Report each line of the data below in which "junctions" appears.
=== GIVEN DATA ===
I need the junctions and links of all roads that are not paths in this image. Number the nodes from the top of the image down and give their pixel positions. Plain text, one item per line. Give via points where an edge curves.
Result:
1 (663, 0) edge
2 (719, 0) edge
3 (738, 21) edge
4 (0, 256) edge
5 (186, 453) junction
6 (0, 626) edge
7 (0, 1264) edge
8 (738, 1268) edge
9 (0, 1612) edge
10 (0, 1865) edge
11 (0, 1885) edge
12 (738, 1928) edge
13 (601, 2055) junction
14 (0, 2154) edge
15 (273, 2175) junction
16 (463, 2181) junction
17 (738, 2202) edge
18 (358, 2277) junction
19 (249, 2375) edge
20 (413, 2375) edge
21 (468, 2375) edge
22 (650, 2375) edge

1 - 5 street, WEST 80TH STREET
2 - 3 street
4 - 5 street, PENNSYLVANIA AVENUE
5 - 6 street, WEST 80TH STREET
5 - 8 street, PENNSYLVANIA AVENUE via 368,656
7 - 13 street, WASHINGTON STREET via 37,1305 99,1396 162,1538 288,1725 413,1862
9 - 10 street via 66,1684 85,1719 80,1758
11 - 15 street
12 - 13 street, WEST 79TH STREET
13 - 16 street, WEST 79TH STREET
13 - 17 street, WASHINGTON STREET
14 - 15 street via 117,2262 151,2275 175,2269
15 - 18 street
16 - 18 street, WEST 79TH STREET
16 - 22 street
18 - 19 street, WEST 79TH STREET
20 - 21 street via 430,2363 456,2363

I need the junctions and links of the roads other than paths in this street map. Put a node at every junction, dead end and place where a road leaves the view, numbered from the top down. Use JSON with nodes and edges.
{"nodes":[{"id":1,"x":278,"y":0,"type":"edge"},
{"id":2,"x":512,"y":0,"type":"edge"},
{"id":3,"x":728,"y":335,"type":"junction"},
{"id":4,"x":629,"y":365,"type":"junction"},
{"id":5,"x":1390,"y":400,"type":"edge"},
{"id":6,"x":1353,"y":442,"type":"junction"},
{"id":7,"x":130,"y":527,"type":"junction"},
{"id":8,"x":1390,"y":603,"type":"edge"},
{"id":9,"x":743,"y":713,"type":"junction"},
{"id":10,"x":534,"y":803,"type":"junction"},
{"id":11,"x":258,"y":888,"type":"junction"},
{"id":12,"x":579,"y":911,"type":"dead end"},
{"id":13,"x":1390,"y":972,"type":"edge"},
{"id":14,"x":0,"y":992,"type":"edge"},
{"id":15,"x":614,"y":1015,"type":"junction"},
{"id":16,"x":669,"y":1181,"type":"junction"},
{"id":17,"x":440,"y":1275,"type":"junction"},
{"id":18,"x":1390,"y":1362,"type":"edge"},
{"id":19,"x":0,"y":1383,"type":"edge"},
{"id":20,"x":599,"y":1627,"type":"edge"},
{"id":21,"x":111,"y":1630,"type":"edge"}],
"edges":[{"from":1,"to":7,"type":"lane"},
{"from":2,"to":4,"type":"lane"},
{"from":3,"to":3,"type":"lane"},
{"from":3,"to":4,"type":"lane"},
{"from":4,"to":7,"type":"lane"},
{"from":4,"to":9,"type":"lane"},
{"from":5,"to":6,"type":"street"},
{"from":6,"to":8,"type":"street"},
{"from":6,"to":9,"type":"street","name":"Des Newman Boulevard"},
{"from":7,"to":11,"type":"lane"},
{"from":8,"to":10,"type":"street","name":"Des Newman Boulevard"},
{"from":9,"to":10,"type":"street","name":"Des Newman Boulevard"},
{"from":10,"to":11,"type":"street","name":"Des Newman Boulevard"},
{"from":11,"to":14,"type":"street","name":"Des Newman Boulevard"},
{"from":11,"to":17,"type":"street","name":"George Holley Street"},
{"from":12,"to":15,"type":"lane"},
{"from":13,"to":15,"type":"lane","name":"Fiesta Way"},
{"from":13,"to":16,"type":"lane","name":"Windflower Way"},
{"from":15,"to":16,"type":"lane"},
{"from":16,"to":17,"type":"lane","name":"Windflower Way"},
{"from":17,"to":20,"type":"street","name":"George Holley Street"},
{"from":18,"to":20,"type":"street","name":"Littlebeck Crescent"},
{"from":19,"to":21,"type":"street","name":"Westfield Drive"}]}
===
• [RESPONSE TO THIS EXERCISE]
I need the junctions and links of all roads that are not paths in this image. Number the nodes from the top of the image down and give their pixel positions. Plain text, one item per line. Give via points where an edge curves.
I need the junctions and links of the roads other than paths in this street map. Put a node at every junction, dead end and place where a road leaves the view, numbered from the top down. Use JSON with nodes and edges.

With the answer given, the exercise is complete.